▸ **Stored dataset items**
□ □ □ □

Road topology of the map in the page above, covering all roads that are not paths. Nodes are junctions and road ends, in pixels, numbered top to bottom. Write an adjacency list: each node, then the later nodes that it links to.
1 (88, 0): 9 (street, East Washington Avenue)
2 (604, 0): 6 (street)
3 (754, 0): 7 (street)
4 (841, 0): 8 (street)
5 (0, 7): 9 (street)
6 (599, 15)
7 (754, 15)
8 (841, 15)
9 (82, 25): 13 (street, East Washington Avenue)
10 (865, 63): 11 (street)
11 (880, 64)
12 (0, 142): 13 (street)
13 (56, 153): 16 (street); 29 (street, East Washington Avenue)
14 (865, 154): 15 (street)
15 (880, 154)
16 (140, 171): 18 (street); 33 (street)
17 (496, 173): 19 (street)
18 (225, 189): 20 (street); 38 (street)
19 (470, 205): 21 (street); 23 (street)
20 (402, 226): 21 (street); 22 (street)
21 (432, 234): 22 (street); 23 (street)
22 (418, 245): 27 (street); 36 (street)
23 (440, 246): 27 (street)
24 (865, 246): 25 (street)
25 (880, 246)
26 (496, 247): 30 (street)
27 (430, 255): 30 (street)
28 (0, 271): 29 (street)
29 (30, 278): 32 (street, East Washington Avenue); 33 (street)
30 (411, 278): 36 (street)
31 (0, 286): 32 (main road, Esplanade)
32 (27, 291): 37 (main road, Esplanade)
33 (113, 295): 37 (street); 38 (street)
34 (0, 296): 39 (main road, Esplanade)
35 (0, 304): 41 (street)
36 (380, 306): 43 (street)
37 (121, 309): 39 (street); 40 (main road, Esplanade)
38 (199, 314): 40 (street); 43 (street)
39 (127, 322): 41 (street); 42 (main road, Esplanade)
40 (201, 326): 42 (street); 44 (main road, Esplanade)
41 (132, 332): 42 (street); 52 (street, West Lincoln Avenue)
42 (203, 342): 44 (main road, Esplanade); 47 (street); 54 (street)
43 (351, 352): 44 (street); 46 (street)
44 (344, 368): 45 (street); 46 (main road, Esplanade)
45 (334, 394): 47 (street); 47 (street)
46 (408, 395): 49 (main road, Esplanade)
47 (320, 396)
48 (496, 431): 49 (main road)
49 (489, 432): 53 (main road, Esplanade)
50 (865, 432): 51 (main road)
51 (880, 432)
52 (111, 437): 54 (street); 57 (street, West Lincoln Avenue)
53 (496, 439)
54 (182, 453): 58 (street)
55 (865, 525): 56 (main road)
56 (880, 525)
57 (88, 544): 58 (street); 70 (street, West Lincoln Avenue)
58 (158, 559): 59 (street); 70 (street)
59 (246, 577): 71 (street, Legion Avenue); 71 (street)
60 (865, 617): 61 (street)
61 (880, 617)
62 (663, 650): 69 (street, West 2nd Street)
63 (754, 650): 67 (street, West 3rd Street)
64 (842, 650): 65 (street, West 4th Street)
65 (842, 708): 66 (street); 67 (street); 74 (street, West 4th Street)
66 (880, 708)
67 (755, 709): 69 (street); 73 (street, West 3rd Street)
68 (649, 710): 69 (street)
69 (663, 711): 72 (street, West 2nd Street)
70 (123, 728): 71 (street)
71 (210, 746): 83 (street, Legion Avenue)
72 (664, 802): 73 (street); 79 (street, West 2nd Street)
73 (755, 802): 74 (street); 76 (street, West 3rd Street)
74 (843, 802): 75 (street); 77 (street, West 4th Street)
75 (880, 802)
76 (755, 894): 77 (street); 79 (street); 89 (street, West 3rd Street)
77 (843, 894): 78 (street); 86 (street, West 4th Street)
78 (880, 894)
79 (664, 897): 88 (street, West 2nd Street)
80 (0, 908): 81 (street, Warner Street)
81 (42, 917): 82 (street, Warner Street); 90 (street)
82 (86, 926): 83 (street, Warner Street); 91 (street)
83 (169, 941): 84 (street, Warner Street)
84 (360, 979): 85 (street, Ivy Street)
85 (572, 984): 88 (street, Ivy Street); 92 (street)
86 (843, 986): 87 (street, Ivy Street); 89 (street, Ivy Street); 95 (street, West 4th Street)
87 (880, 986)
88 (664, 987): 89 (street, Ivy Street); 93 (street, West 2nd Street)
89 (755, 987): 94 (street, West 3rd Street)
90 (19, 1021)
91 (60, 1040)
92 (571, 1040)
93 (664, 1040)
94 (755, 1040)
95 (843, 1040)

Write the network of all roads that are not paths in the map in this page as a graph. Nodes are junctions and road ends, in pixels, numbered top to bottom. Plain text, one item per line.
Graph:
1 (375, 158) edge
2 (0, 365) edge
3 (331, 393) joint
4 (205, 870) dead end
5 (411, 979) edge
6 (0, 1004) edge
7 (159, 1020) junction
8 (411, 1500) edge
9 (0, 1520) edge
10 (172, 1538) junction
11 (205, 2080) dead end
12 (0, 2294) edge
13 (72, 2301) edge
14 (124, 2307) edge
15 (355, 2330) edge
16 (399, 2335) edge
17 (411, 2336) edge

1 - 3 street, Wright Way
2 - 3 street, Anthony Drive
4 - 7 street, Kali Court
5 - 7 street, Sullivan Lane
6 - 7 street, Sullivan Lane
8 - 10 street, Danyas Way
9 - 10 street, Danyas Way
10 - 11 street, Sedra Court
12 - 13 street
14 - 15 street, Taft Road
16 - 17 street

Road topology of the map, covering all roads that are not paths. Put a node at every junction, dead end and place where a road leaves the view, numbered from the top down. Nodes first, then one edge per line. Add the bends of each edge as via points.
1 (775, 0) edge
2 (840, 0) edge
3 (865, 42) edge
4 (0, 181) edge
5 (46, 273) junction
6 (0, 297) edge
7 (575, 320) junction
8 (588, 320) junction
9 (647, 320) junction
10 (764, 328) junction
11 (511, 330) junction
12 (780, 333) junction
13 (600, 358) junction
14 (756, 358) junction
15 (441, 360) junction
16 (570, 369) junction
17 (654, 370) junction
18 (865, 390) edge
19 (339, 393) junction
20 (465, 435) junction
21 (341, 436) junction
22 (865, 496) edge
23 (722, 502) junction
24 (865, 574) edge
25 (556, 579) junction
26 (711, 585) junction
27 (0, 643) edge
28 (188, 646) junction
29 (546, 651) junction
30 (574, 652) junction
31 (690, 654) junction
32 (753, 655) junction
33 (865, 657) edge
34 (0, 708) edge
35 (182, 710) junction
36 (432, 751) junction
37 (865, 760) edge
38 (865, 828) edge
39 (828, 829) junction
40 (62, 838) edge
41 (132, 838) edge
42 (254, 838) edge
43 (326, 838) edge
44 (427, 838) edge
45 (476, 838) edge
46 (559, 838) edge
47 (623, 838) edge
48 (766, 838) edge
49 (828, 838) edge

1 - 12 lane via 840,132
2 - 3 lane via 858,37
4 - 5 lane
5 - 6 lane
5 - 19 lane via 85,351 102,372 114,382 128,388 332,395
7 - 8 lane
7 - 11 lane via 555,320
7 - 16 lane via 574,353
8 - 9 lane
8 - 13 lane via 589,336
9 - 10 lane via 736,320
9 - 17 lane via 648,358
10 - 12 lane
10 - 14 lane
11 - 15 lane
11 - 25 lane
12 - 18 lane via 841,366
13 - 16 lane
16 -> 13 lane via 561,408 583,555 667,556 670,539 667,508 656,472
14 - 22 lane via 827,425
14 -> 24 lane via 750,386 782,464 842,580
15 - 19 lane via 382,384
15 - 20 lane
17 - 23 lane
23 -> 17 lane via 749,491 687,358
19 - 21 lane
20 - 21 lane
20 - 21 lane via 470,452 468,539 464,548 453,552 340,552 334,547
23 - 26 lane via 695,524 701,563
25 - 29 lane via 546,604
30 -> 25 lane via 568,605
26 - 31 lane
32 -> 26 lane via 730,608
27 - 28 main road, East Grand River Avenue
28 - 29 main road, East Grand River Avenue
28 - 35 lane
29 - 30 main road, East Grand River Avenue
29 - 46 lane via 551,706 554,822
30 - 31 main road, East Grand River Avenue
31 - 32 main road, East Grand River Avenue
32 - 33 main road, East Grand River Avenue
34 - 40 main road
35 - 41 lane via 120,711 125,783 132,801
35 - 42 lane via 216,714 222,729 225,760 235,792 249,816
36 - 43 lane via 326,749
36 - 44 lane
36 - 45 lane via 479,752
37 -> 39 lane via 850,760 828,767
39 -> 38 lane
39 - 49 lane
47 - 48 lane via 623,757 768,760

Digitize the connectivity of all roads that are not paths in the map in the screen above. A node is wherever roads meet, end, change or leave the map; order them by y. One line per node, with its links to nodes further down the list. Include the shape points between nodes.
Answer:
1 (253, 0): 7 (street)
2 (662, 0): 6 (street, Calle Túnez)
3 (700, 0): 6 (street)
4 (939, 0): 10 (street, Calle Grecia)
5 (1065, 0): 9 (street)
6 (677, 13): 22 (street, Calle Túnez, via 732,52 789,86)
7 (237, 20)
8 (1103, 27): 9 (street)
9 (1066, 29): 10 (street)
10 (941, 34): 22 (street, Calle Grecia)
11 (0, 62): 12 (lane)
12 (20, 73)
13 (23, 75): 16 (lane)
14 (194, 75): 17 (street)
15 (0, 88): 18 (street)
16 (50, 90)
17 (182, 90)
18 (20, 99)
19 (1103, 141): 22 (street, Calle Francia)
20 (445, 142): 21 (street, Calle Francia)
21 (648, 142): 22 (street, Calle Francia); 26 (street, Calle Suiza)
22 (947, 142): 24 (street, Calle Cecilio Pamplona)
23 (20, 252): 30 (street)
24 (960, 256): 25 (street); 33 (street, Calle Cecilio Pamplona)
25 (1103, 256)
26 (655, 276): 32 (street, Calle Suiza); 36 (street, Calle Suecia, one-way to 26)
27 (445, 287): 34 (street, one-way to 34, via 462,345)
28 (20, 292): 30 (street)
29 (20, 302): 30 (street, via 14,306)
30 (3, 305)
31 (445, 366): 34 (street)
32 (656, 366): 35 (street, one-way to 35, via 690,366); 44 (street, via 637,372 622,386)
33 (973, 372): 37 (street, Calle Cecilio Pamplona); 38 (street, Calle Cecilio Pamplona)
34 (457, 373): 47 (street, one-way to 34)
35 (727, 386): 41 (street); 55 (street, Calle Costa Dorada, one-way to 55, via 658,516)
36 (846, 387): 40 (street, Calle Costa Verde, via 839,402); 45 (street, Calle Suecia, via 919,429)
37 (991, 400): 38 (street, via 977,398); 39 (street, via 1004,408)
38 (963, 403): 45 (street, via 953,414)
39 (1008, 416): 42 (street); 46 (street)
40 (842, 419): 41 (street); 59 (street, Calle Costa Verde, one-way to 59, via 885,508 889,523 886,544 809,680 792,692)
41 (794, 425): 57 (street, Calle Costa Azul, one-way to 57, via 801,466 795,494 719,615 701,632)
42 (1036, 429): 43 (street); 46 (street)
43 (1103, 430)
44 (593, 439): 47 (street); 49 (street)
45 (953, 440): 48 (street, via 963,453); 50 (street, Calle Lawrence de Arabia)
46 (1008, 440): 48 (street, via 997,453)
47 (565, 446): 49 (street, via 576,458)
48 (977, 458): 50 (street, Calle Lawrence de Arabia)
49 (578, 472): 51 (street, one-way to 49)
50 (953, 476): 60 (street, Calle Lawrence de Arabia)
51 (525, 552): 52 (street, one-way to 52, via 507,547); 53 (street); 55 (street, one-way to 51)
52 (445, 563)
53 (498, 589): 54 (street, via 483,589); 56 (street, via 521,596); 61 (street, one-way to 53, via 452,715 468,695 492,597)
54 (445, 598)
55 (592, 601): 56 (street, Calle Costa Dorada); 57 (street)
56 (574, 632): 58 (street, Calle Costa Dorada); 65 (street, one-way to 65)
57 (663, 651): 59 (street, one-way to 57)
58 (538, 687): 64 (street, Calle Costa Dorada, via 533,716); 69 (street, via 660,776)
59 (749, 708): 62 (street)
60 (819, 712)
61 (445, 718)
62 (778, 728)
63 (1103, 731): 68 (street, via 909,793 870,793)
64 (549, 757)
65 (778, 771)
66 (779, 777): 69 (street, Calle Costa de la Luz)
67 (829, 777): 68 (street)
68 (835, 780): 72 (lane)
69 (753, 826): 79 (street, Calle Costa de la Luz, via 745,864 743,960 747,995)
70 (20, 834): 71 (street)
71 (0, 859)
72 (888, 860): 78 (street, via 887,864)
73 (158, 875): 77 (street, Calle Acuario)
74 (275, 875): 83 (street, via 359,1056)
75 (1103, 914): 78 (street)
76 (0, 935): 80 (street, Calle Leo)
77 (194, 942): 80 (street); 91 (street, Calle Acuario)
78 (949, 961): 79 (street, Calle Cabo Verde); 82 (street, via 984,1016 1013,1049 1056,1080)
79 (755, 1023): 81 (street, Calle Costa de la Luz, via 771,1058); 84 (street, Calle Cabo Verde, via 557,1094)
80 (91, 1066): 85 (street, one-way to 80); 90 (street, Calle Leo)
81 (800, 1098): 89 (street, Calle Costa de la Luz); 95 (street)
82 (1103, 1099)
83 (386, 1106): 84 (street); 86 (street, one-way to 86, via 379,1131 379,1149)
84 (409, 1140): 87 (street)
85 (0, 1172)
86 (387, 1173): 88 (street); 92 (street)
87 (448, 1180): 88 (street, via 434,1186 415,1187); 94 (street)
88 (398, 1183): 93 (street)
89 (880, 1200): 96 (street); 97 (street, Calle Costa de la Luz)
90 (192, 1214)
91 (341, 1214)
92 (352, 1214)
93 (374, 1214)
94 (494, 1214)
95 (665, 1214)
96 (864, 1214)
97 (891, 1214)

□ □ □ □

▸ **How to complete this task**
The answer is every line in the data where the word "topology" appears.

▸ **Task output**
Road topology of the map in the page above, covering all roads that are not paths. Nodes are junctions and road ends, in pixels, numbered top to bottom. Write an adjacency list: each node, then the later nodes that it links to.
Road topology of the map, covering all roads that are not paths. Put a node at every junction, dead end and place where a road leaves the view, numbered from the top down. Nodes first, then one edge per line. Add the bends of each edge as via points.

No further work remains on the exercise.